WORK ITEM ▸ Every entry that follows needs to be repeated exactly.

*** INPUT MATERIAL Section Begins ***

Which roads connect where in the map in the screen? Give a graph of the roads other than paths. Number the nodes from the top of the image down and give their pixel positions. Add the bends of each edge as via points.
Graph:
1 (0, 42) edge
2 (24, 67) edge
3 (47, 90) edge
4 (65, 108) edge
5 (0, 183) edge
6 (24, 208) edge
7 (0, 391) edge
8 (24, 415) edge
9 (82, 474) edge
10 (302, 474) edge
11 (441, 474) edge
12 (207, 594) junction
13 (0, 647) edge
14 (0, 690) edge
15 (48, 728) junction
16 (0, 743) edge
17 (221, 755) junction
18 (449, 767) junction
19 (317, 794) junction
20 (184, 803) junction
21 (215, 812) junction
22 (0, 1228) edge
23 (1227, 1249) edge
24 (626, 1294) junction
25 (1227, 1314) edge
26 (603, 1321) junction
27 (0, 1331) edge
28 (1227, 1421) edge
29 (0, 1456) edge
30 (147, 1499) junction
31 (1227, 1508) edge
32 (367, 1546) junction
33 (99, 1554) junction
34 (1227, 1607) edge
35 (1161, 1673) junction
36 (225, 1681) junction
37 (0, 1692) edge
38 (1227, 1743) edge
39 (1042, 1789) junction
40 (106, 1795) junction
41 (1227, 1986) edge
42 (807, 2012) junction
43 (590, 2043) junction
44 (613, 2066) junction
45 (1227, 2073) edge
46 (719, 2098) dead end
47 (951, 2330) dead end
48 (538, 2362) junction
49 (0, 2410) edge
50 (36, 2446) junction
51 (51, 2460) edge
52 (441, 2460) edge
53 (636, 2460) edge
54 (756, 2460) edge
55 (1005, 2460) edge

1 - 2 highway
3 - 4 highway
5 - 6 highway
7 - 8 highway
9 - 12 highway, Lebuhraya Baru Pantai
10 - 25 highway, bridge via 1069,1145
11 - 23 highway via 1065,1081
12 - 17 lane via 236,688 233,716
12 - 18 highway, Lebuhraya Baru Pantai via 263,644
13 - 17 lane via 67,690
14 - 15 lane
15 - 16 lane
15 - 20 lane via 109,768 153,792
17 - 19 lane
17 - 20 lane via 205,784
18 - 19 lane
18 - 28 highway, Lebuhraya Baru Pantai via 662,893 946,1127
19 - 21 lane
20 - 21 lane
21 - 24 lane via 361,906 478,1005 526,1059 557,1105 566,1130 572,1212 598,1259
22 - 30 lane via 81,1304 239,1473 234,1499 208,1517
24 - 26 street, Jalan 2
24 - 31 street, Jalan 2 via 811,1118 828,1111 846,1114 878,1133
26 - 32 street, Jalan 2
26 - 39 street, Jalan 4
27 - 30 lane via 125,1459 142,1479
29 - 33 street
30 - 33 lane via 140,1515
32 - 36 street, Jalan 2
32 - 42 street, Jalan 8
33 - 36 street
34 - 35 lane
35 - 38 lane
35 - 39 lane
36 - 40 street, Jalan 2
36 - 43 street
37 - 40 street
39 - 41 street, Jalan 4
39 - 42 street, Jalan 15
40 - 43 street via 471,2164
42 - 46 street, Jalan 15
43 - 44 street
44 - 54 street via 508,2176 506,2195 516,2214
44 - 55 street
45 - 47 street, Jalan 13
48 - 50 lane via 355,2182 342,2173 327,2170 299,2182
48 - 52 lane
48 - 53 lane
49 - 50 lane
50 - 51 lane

*** INPUT MATERIAL Section Ends ***

TASK ANSWER ▸
Which roads connect where in the map in the screen? Give a graph of the roads other than paths. Number the nodes from the top of the image down and give their pixel positions. Add the bends of each edge as via points.
Graph:
1 (0, 42) edge
2 (24, 67) edge
3 (47, 90) edge
4 (65, 108) edge
5 (0, 183) edge
6 (24, 208) edge
7 (0, 391) edge
8 (24, 415) edge
9 (82, 474) edge
10 (302, 474) edge
11 (441, 474) edge
12 (207, 594) junction
13 (0, 647) edge
14 (0, 690) edge
15 (48, 728) junction
16 (0, 743) edge
17 (221, 755) junction
18 (449, 767) junction
19 (317, 794) junction
20 (184, 803) junction
21 (215, 812) junction
22 (0, 1228) edge
23 (1227, 1249) edge
24 (626, 1294) junction
25 (1227, 1314) edge
26 (603, 1321) junction
27 (0, 1331) edge
28 (1227, 1421) edge
29 (0, 1456) edge
30 (147, 1499) junction
31 (1227, 1508) edge
32 (367, 1546) junction
33 (99, 1554) junction
34 (1227, 1607) edge
35 (1161, 1673) junction
36 (225, 1681) junction
37 (0, 1692) edge
38 (1227, 1743) edge
39 (1042, 1789) junction
40 (106, 1795) junction
41 (1227, 1986) edge
42 (807, 2012) junction
43 (590, 2043) junction
44 (613, 2066) junction
45 (1227, 2073) edge
46 (719, 2098) dead end
47 (951, 2330) dead end
48 (538, 2362) junction
49 (0, 2410) edge
50 (36, 2446) junction
51 (51, 2460) edge
52 (441, 2460) edge
53 (636, 2460) edge
54 (756, 2460) edge
55 (1005, 2460) edge

1 - 2 highway
3 - 4 highway
5 - 6 highway
7 - 8 highway
9 - 12 highway, Lebuhraya Baru Pantai
10 - 25 highway, bridge via 1069,1145
11 - 23 highway via 1065,1081
12 - 17 lane via 236,688 233,716
12 - 18 highway, Lebuhraya Baru Pantai via 263,644
13 - 17 lane via 67,690
14 - 15 lane
15 - 16 lane
15 - 20 lane via 109,768 153,792
17 - 19 lane
17 - 20 lane via 205,784
18 - 19 lane
18 - 28 highway, Lebuhraya Baru Pantai via 662,893 946,1127
19 - 21 lane
20 - 21 lane
21 - 24 lane via 361,906 478,1005 526,1059 557,1105 566,1130 572,1212 598,1259
22 - 30 lane via 81,1304 239,1473 234,1499 208,1517
24 - 26 street, Jalan 2
24 - 31 street, Jalan 2 via 811,1118 828,1111 846,1114 878,1133
26 - 32 street, Jalan 2
26 - 39 street, Jalan 4
27 - 30 lane via 125,1459 142,1479
29 - 33 street
30 - 33 lane via 140,1515
32 - 36 street, Jalan 2
32 - 42 street, Jalan 8
33 - 36 street
34 - 35 lane
35 - 38 lane
35 - 39 lane
36 - 40 street, Jalan 2
36 - 43 street
37 - 40 street
39 - 41 street, Jalan 4
39 - 42 street, Jalan 15
40 - 43 street via 471,2164
42 - 46 street, Jalan 15
43 - 44 street
44 - 54 street via 508,2176 506,2195 516,2214
44 - 55 street
45 - 47 street, Jalan 13
48 - 50 lane via 355,2182 342,2173 327,2170 299,2182
48 - 52 lane
48 - 53 lane
49 - 50 lane
50 - 51 lane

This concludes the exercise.